Parité politique : les partis financés selon leur respect des femmes candidates
Résumé
La loi sur la parité politique, définitivement adoptée et promulguée, renforce l'égalité entre les femmes et les hommes dans l'accès aux mandats électoraux. Elle modifie notamment le financement public des partis politiques en les incitant à présenter des candidats des deux sexes. Les partis qui ne respectent pas cette obligation s'exposent à des sanctions financières. Les débats au Sénat ont surtout porté sur l'article 4, qui lie directement le montant de l'aide publique au respect de la parité par les partis. Aucune étape législative n'est en cours : la procédure est close.
Enjeux
Cette loi vise à accélérer la représentation équilibrée des femmes et des hommes en politique en utilisant un levier financier. L'article 4, qui conditionne une partie du financement public des partis à leur respect de la parité, a suscité des divisions fortes. Le groupe UMP [droite] a massivement soutenu l'ensemble du texte et l'article 4. À l'inverse, le groupe SOC [centre gauche] s'est abstenu sur le texte dans son ensemble mais a voté contre l'article 4, tout comme le groupe CRC [gauche]. Le groupe LREM [centre] a également fait de même.
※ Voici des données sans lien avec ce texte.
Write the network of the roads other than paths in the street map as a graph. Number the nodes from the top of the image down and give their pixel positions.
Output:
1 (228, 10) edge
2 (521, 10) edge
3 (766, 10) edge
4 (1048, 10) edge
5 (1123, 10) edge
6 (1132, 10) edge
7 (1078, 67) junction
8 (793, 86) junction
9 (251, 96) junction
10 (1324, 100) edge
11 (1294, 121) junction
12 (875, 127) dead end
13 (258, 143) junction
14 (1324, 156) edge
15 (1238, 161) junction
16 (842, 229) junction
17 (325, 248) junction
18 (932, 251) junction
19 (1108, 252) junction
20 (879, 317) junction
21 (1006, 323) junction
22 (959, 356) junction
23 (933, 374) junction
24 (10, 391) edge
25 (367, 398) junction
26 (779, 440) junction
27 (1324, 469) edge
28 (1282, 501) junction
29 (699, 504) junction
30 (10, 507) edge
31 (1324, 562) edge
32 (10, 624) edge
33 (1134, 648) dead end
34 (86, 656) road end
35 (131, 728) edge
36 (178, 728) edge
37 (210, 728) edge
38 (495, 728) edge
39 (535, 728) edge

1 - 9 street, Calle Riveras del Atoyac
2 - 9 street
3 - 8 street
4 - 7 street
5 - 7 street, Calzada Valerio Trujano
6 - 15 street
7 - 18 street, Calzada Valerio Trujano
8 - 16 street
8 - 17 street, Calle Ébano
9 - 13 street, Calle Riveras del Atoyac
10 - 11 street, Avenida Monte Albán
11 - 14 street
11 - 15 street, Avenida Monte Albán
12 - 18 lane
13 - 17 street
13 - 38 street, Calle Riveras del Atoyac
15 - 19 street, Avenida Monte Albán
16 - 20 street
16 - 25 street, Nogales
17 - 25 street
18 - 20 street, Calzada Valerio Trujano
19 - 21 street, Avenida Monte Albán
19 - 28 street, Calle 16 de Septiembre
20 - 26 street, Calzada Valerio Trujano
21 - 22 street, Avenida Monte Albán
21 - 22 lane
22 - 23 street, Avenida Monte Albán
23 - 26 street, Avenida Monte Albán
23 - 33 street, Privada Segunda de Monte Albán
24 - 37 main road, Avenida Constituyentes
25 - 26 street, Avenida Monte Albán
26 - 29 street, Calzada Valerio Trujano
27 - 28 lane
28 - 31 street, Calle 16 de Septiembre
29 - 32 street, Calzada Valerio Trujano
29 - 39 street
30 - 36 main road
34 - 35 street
Certains groupes centristes comme l'UC [centre] ou le RDSE [centre] se sont majoritairement abstenus sur l'ensemble du texte, mais ont aussi voté contre l'article 4. Seuls les sénateurs non-inscrits [centre] et le groupe RTLI [centre] ont clairement soutenu l'article 4. Ces divergences révèlent une opposition spécifique à l'idée de lier financement public et parité, même parmi des groupes qui soutiennent globalement l'égalité femmes-hommes en politique.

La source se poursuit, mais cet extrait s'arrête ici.